> [Task item]
Find the lines of the listing that contain the string "Privada", and return them.

> [Exercise data]
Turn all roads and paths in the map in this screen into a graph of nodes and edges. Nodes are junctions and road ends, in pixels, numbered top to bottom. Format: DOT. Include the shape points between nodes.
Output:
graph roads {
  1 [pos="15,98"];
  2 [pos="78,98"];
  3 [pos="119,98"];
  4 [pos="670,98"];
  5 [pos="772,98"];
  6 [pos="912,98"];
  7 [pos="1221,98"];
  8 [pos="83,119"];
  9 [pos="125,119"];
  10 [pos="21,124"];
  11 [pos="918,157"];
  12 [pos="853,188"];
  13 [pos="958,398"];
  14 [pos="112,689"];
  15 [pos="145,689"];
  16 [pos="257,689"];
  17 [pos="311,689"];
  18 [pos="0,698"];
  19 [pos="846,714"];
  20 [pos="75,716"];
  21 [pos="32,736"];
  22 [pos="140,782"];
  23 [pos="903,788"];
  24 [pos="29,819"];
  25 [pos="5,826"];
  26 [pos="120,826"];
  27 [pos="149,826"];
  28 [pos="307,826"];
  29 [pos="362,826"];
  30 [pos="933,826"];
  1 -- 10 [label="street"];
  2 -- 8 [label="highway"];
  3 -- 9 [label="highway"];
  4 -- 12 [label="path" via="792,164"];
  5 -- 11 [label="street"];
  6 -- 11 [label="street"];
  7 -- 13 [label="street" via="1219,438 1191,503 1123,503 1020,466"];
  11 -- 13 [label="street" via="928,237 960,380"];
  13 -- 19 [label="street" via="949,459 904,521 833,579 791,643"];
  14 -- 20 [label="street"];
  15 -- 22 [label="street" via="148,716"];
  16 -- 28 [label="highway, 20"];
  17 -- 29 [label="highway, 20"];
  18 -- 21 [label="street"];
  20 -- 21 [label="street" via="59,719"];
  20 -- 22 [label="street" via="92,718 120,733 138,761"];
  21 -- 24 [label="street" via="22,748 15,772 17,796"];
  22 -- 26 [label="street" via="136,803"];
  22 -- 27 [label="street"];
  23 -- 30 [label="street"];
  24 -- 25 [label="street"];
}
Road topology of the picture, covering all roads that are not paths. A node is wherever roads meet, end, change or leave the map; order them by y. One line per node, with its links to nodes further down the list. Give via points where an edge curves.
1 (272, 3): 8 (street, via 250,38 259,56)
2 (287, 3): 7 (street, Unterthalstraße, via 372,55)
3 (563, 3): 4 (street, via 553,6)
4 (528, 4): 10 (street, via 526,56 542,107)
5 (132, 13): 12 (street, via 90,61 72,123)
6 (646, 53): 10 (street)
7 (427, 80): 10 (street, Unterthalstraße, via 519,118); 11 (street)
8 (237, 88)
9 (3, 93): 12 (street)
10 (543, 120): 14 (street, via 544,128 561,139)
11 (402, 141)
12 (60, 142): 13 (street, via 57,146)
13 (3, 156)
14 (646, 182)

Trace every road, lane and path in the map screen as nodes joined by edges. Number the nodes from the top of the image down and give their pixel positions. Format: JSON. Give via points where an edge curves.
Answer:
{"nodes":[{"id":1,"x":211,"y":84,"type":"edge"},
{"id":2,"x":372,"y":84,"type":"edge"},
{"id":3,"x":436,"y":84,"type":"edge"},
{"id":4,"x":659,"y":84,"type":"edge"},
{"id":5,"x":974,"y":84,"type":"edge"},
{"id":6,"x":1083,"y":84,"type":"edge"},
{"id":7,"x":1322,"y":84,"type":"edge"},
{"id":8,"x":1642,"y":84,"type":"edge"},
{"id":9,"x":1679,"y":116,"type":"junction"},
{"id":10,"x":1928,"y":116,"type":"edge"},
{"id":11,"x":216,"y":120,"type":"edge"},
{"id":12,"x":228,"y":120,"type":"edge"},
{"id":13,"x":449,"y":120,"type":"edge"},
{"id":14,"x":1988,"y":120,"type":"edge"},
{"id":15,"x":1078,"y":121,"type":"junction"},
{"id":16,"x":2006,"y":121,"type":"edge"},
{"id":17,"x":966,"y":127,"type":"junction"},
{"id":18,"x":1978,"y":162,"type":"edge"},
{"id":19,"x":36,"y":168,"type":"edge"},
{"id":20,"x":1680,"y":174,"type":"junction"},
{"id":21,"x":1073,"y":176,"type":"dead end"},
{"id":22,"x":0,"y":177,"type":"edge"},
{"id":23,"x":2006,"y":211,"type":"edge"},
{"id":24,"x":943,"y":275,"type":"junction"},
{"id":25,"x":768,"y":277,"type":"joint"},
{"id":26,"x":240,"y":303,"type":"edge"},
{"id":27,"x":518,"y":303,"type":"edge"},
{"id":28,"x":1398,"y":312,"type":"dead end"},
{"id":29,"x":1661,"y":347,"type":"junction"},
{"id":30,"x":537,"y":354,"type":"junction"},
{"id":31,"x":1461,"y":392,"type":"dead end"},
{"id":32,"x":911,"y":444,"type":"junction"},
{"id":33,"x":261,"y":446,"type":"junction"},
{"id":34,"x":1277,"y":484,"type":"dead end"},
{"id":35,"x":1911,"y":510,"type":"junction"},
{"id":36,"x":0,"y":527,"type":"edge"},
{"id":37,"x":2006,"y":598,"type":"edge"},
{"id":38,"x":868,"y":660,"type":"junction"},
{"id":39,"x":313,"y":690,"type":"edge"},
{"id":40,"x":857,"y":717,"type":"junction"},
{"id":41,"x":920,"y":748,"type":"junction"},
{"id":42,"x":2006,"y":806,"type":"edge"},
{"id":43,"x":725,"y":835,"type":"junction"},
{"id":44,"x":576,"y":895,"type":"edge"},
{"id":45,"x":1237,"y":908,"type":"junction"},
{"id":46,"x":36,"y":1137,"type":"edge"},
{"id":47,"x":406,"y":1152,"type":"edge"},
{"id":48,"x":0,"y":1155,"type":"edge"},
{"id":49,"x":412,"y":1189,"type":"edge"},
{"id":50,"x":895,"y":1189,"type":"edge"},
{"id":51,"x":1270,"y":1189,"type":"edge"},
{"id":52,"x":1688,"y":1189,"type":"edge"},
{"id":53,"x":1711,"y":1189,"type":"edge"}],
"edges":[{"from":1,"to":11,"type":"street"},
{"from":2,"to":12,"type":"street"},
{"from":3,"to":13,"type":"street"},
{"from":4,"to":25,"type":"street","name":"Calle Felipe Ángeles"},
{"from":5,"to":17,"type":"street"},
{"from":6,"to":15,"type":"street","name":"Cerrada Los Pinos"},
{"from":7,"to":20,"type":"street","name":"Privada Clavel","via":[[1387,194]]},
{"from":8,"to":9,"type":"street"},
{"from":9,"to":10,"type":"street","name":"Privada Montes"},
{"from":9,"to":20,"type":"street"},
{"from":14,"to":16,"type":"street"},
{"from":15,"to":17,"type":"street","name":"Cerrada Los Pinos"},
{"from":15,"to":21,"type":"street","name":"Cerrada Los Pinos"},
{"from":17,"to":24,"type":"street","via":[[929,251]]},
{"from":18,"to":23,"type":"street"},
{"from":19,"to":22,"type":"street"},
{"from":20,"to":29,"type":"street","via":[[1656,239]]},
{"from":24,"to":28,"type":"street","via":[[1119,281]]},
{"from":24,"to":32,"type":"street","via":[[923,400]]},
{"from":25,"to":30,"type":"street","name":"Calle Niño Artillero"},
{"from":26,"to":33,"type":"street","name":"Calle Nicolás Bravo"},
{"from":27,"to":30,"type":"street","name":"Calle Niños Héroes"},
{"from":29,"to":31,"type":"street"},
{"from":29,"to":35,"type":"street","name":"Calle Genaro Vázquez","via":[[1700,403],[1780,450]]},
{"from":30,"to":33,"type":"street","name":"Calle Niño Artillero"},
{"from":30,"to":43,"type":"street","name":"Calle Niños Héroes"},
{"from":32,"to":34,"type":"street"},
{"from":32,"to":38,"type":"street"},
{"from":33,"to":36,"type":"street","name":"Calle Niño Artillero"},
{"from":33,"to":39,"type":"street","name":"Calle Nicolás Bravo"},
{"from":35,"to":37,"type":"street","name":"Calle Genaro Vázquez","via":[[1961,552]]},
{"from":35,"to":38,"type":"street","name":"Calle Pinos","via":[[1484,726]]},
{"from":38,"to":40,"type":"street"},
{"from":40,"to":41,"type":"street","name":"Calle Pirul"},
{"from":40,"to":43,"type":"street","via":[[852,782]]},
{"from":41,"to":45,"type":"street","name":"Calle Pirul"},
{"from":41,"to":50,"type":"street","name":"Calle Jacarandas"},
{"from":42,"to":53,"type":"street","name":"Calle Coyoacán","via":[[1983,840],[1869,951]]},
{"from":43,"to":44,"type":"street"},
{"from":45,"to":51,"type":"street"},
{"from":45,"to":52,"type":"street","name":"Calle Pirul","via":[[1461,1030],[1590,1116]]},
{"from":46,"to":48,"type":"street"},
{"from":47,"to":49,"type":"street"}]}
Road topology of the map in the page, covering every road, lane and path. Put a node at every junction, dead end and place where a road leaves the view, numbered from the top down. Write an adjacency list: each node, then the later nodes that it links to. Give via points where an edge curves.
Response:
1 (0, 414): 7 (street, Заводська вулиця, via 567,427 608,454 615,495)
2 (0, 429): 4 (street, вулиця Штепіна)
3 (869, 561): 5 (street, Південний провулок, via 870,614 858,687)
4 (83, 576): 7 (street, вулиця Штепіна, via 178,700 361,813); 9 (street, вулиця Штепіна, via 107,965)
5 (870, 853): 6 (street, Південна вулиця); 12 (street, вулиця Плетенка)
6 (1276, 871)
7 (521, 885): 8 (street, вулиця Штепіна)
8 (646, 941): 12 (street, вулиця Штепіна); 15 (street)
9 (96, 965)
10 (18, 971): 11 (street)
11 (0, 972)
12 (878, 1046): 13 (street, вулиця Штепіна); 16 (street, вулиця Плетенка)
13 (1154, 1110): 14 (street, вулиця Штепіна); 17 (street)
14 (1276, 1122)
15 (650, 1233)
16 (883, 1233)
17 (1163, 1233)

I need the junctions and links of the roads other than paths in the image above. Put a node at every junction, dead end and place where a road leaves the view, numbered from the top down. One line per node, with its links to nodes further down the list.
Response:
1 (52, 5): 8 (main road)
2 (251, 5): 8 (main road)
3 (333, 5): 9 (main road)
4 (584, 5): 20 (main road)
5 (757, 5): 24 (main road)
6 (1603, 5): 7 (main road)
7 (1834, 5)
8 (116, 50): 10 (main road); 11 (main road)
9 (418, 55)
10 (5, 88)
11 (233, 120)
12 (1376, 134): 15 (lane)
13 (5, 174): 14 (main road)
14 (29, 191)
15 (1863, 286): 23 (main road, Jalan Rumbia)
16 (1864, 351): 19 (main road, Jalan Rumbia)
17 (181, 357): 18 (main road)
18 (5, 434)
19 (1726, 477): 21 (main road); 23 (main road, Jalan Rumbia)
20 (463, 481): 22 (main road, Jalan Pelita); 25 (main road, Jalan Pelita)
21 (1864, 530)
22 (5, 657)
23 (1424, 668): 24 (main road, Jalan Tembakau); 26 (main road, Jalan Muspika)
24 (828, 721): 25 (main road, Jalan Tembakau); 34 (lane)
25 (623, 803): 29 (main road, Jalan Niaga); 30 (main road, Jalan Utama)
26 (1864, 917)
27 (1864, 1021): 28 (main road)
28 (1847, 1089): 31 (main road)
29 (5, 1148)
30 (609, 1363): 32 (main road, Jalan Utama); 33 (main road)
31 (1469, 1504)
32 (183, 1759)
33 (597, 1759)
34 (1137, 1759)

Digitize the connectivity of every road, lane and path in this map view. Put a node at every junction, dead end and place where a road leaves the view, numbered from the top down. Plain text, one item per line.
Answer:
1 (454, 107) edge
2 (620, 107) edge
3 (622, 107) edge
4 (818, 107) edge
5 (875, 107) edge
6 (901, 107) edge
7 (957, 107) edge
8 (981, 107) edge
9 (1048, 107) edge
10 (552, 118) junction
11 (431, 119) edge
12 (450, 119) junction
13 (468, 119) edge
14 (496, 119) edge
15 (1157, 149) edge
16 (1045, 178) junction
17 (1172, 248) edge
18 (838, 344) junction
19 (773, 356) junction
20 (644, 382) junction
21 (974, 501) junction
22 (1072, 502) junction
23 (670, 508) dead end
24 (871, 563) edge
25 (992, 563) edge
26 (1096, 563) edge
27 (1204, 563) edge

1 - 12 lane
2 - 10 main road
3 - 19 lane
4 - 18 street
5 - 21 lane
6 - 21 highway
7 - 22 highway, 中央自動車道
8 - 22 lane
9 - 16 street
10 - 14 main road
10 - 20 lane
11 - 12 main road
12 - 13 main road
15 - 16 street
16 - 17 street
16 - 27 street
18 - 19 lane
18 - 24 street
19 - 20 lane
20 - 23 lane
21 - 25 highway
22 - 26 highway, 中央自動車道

> [Exercise answer]
{"from":7,"to":20,"type":"street","name":"Privada Clavel","via":[[1387,194]]},
{"from":9,"to":10,"type":"street","name":"Privada Montes"},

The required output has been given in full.